Titles in EML records that use <value> in <title> do not get their titles indexed
Margaret O'Brien over at EDI noticed this and sent it my way. She found an EML record that serializes the title in a schema-valid but unusual way:
...snip... <title> <value>Forest-wide bird survey at 183 sample sites the Andrews Experimental Forest from 2009-present (Reformatted to ecocomDP Design Pattern)</value> </title> ...snip...
See https://search.dataone.org/view/https://pasta.lternet.edu/package/metadata/eml/edi/359/1 and notice the citation is missing its title (which is powered by Solr) and also see the accompanying Solr doc at https://search.dataone.org/cn/v2/query/solr/?q=id:%22https://pasta.lternet.edu/package/metadata/eml/edi/359/1%22 and notice the title field is not set.

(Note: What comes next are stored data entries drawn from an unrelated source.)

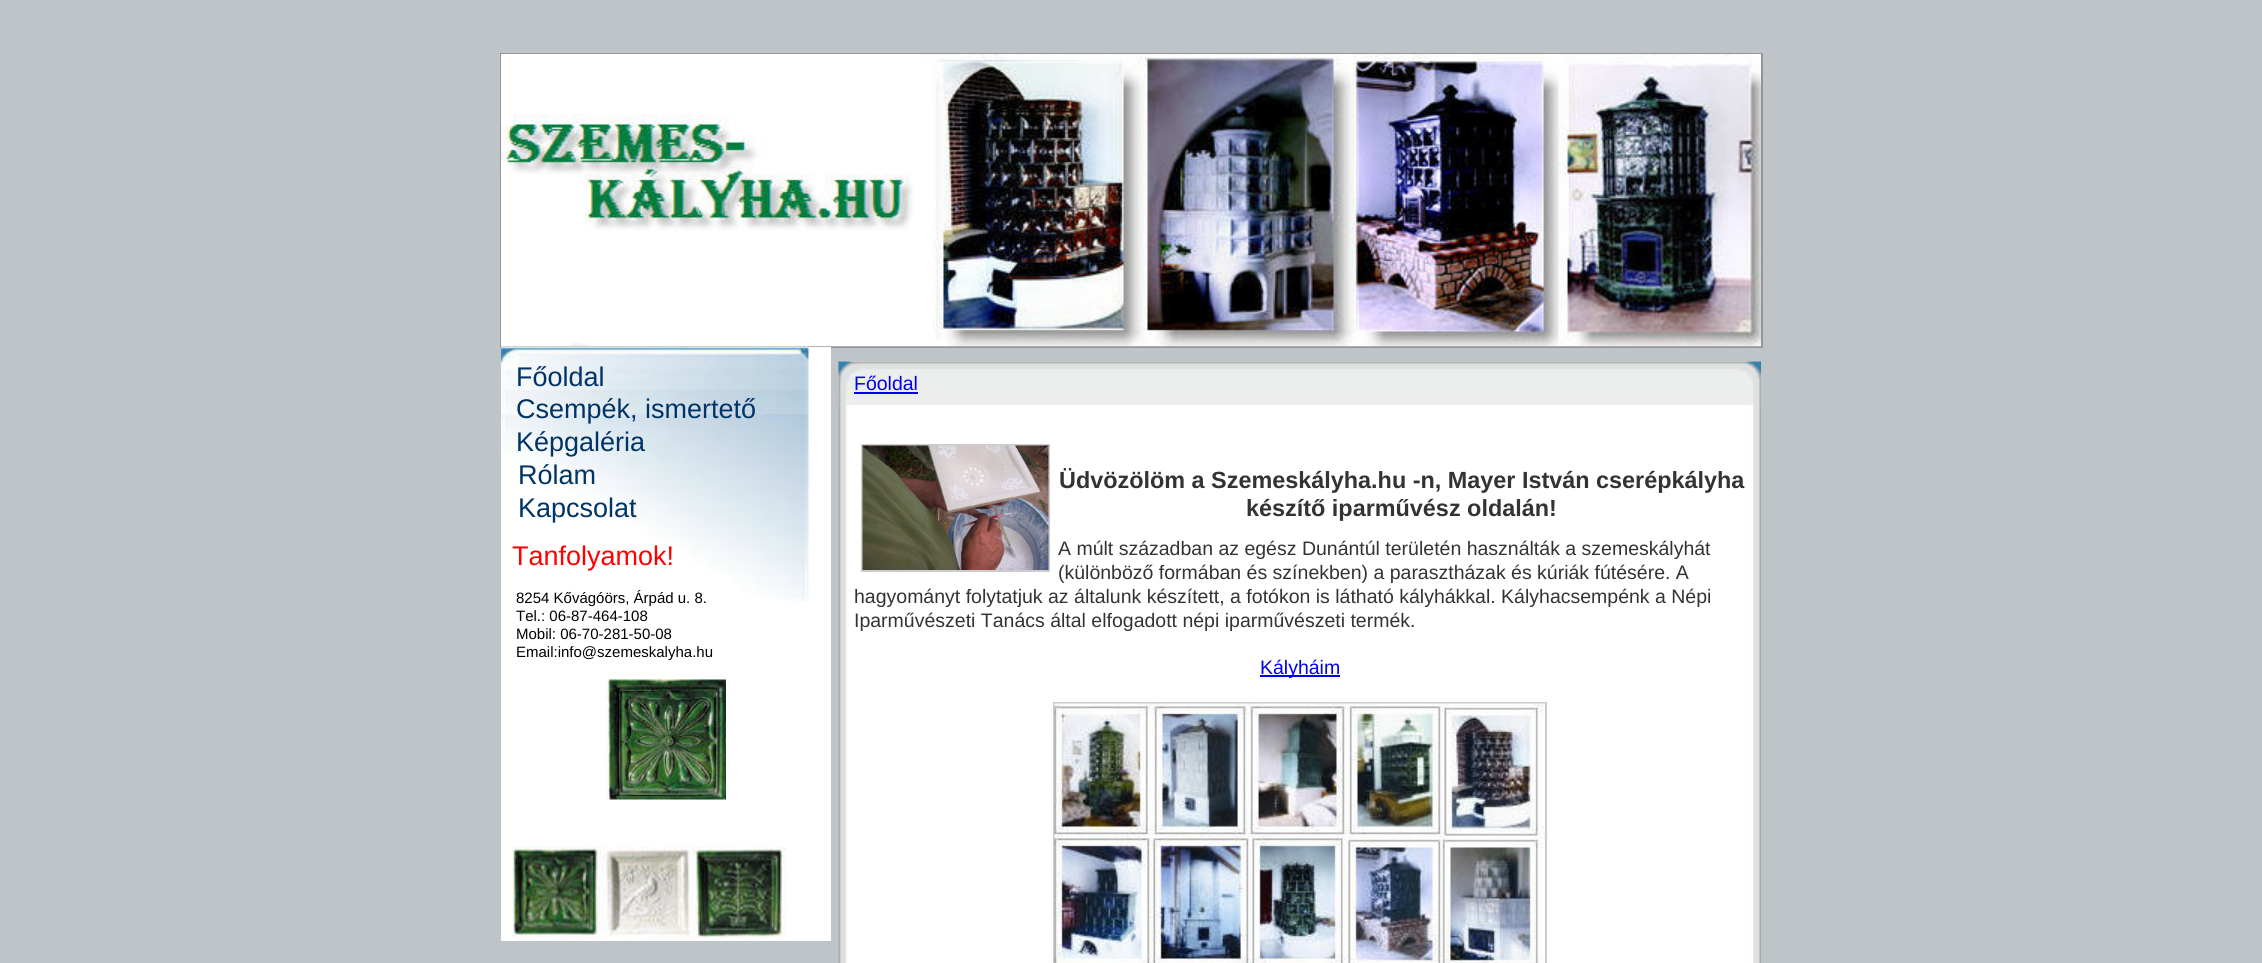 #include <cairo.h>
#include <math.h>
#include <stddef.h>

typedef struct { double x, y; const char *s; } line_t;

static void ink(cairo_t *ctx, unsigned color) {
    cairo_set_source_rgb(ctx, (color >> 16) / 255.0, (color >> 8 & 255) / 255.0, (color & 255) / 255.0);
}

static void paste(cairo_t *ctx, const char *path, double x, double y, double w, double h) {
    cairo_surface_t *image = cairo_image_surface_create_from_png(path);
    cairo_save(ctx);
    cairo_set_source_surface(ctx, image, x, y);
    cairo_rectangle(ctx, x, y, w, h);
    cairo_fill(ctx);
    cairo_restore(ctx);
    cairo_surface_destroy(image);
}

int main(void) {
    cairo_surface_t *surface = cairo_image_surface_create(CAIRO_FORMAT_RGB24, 2262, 963);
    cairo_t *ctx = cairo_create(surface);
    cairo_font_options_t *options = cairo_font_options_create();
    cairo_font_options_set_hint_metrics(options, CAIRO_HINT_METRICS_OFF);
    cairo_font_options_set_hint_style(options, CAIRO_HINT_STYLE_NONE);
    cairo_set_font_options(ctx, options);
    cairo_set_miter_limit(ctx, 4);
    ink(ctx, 0xBEC4C8);
    cairo_paint(ctx);
    cairo_rectangle(ctx, 501, 54, 1261, 293);
    ink(ctx, 0x959596);
    cairo_stroke(ctx);
    paste(ctx, "media/1.png", 501, 54, 1260, 293);
    paste(ctx, "media/2.png", 501, 54, 413, 177);
    ink(ctx, 0xFFFFFF);
    cairo_rectangle(ctx, 501, 347, 330, 594);
    cairo_fill(ctx);
    paste(ctx, "media/3.png", 501, 346, 308, 256);
    cairo_select_font_face(ctx, "Liberation Sans", CAIRO_FONT_SLANT_NORMAL, CAIRO_FONT_WEIGHT_NORMAL);
    cairo_set_font_size(ctx, 27);
    ink(ctx, 0x003366);
    {
        static const line_t items[] = {
            {516, 386, "Főoldal"},
            {516, 418, "Csempék, ismertető"},
            {516, 451, "Képgaléria"},
            {518, 484, "Rólam"},
            {518, 517, "Kapcsolat"},
        };
        for (size_t i = 0; i < sizeof items / sizeof *items; i++) {
            cairo_move_to(ctx, items[i].x, items[i].y);
            cairo_show_text(ctx, items[i].s);
        }
    }
    ink(ctx, 0xFF0000);
    cairo_move_to(ctx, 512, 565);
    cairo_show_text(ctx, "Tanfolyamok!");
    cairo_set_font_size(ctx, 15);
    ink(ctx, 0x000000);
    {
        static const line_t items[] = {
            {516, 603, "8254 Kővágóörs, Árpád u. 8."},
            {516, 621, "Tel.: 06-87-464-108"},
            {516, 639, "Mobil: 06-70-281-50-08"},
            {516, 657, "Email:info@szemeskalyha.hu"},
        };
        for (size_t i = 0; i < sizeof items / sizeof *items; i++) {
            cairo_move_to(ctx, items[i].x, items[i].y);
            cairo_show_text(ctx, items[i].s);
        }
    }
    paste(ctx, "media/4.png", 606, 679, 120, 121);
    paste(ctx, "media/5.png", 512, 846, 274, 93);
    paste(ctx, "media/6.png", 838, 361, 923, 602);
    paste(ctx, "media/7.png", 838, 361, 923, 46);
    cairo_set_font_size(ctx, 19.5);
    ink(ctx, 0x0000EE);
    cairo_move_to(ctx, 854, 390);
    cairo_show_text(ctx, "Főoldal");
    cairo_rectangle(ctx, 854, 392, 64, 2);
    cairo_fill(ctx);
    cairo_rectangle(ctx, 862, 445, 187, 126);
    ink(ctx, 0xCCCCCC);
    cairo_stroke(ctx);
    paste(ctx, "media/8.png", 862, 445, 187, 125);
    cairo_select_font_face(ctx, "Liberation Sans", CAIRO_FONT_SLANT_NORMAL, CAIRO_FONT_WEIGHT_BOLD);
    cairo_set_font_size(ctx, 23.4);
    ink(ctx, 0x333333);
    cairo_move_to(ctx, 1059, 488);
    cairo_show_text(ctx, "Üdvözölöm a Szemeskályha.hu -n, Mayer István cserépkályha");
    cairo_move_to(ctx, 1246, 516);
    cairo_show_text(ctx, "készítő iparművész oldalán!");
    cairo_select_font_face(ctx, "Liberation Sans", CAIRO_FONT_SLANT_NORMAL, CAIRO_FONT_WEIGHT_NORMAL);
    cairo_set_font_size(ctx, 19.5);
    {
        static const line_t items[] = {
            {1058, 555, "A múlt században az egész Dunántúl területén használták a szemeskályhát"},
            {1058, 579, "(különböző formában és színekben) a parasztházak és kúriák fútésére. A"},
            {854, 603, "hagyományt folytatjuk az általunk készített, a fotókon is látható kályhákkal. Kályhacsempénk a Népi"},
            {854, 627, "Iparművészeti Tanács által elfogadott népi iparművészeti termék."},
        };
        for (size_t i = 0; i < sizeof items / sizeof *items; i++) {
            cairo_move_to(ctx, items[i].x, items[i].y);
            cairo_show_text(ctx, items[i].s);
        }
    }
    ink(ctx, 0x0000EE);
    cairo_rectangle(ctx, 1260, 675, 80, 2);
    cairo_fill(ctx);
    cairo_move_to(ctx, 1260, 674);
    cairo_show_text(ctx, "Kályháim");
    cairo_rectangle(ctx, 1054, 703, 492, 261);
    ink(ctx, 0xCCCCCC);
    cairo_stroke(ctx);
    paste(ctx, "media/9.png", 1054, 703, 491, 260);
    cairo_surface_write_to_png(surface, "image.png");
    cairo_font_options_destroy(options);
    cairo_destroy(ctx);
    cairo_surface_destroy(surface);
    return 0;
}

This is a bit tricky. It's pretty clearly not endorsed in the EML spec, as per:
i18nNonEmptyStringType: (emphasis mine)
This type specifies a content pattern for all elements that require language translations. The xml:lang attribute can be used to define the default language for element content. Additional translations should be included as child 'value' elements that also have an optional xml:lang
title is intended to be used like this:
<title> My title <value xml:lang="fr">Mon titre</value> </title>
and not how it is in https://search.dataone.org/view/https://pasta.lternet.edu/package/metadata/eml/edi/359/1.
Do we want to tweak the indexer to support this or is it actually a good thing that the indexer didn't pick this up because it's, subjectively, not well-formed EML?
#1 Updated by Bryce Mecum about 3 years ago
Also, the eml-base bean defines the EML title field as:
<bean id="eml.title" class="org.dataone.cn.indexer.parser.SolrField"> <constructor-arg name="name" value="title"/> <constructor-arg name="xpath" value="//dataset/title/text()"/> <property name="multivalue" value="false"/> </bean>
which explains why the title being stored in element data wasn't picked up.
#2 Updated by Bryce Mecum about 3 years ago
- % Done changed from 0 to 100
- Status changed from New to Closed
We talked about this on a dev call the other week and decided that the added complexity to cover this case wasn't worth it, especially given how rare we expect this to be. The EML docs themselves even indicate this pattern (value inside title) isn't the intent of the type (
Additional translations should be included as child 'value' elements that also have an optional xml:lang attribute.
I messaged Margaret O'Brien to hopefully communicate this decision back to the content producer in question and get the EML record updated.